__INSTRUCTIONS TO FOLLOW__. Search the records below for the word "dead", then return every line where it appears.

__DATA PROVIDED__.
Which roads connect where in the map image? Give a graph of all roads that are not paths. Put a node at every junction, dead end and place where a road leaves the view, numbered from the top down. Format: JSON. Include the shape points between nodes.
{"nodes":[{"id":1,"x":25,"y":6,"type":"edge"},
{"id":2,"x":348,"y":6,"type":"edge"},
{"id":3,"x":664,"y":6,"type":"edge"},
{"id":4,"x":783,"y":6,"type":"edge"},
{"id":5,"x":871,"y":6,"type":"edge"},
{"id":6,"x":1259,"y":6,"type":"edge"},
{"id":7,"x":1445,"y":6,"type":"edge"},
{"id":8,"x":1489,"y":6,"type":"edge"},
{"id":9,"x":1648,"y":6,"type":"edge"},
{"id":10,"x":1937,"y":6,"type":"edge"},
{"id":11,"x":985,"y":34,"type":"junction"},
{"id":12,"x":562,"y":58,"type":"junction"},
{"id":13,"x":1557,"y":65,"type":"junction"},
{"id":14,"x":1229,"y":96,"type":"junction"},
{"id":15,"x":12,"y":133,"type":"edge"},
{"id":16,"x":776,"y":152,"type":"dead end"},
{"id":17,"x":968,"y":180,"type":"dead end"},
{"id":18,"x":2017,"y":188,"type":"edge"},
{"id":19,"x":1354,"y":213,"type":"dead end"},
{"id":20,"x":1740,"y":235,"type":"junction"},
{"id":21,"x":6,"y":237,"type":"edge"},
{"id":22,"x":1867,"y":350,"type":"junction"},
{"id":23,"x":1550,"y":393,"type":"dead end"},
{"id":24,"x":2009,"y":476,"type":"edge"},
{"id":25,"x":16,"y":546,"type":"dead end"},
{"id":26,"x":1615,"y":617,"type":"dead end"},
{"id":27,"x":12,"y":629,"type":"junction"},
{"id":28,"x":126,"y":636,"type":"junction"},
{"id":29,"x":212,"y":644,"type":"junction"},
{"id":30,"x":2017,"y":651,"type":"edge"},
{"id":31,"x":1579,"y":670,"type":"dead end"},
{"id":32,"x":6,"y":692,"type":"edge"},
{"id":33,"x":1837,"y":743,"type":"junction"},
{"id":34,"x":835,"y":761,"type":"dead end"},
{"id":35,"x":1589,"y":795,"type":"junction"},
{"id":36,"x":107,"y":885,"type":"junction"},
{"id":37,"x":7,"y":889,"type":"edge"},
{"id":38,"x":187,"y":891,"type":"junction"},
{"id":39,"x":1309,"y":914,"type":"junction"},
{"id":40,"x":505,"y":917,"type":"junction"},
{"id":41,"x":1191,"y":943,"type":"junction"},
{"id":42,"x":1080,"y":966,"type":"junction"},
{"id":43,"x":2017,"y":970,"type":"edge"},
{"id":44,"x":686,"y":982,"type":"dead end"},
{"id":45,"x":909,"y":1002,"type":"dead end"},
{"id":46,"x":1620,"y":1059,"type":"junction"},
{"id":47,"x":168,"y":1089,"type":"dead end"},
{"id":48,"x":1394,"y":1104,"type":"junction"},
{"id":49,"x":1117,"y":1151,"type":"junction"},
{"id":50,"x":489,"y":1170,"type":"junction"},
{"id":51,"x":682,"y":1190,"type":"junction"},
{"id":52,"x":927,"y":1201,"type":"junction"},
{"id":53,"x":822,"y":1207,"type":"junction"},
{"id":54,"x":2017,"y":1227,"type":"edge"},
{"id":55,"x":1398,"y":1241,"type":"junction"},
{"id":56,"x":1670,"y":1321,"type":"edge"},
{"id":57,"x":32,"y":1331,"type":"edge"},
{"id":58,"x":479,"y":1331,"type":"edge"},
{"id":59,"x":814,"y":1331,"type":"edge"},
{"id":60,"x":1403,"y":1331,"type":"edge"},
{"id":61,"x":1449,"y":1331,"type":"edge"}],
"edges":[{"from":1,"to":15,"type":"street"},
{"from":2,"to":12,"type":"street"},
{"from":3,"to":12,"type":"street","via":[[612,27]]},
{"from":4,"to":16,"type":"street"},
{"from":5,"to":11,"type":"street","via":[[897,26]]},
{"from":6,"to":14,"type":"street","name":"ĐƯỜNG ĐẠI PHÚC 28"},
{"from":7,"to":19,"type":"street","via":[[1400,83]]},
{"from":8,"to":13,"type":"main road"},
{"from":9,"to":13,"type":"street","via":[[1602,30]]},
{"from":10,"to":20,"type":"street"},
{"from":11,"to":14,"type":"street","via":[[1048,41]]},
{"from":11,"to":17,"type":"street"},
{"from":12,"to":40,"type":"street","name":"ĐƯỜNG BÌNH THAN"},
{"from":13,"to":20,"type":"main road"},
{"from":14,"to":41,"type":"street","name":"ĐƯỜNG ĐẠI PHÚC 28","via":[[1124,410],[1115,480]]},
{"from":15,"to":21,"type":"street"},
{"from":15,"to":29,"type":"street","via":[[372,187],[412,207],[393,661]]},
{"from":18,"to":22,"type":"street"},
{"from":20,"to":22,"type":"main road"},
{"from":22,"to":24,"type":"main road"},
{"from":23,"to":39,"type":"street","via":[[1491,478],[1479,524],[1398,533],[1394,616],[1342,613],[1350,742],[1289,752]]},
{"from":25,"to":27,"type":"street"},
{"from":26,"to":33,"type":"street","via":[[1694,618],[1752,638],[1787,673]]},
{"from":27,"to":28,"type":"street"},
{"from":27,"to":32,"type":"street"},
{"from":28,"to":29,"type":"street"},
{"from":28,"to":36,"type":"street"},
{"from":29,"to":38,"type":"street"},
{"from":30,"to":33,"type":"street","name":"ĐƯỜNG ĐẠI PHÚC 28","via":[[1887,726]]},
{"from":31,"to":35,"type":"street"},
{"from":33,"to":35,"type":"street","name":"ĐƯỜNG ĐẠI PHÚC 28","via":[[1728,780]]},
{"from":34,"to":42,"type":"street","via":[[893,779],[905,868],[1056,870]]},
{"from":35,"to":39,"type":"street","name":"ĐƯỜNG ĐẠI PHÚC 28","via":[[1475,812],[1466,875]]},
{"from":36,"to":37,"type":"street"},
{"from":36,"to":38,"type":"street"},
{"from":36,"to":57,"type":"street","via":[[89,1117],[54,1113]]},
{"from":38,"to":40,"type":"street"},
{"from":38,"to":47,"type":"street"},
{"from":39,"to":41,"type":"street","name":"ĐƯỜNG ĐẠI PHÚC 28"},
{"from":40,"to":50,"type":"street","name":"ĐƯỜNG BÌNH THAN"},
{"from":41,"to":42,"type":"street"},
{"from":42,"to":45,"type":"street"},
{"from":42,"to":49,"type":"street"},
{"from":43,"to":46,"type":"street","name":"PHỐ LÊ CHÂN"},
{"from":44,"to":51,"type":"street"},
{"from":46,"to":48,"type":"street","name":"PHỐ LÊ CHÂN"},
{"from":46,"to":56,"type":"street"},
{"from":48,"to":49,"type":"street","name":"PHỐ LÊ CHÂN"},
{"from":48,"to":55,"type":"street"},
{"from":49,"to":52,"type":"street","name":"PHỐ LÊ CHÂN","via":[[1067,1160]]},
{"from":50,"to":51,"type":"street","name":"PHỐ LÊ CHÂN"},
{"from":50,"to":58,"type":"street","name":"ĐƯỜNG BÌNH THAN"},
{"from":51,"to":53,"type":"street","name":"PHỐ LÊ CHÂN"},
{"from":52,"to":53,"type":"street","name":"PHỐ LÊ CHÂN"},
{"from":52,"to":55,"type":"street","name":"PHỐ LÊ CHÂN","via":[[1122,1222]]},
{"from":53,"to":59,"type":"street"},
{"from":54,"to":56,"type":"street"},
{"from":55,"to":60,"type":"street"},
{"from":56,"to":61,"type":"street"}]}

__ANSWER SPACE__.
Which roads connect where in the map image? Give a graph of all roads that are not paths. Put a node at every junction, dead end and place where a road leaves the view, numbered from the top down. Format: JSON. Include the shape points between nodes.
{"id":16,"x":776,"y":152,"type":"dead end"},
{"id":17,"x":968,"y":180,"type":"dead end"},
{"id":19,"x":1354,"y":213,"type":"dead end"},
{"id":23,"x":1550,"y":393,"type":"dead end"},
{"id":25,"x":16,"y":546,"type":"dead end"},
{"id":26,"x":1615,"y":617,"type":"dead end"},
{"id":31,"x":1579,"y":670,"type":"dead end"},
{"id":34,"x":835,"y":761,"type":"dead end"},
{"id":44,"x":686,"y":982,"type":"dead end"},
{"id":45,"x":909,"y":1002,"type":"dead end"},
{"id":47,"x":168,"y":1089,"type":"dead end"},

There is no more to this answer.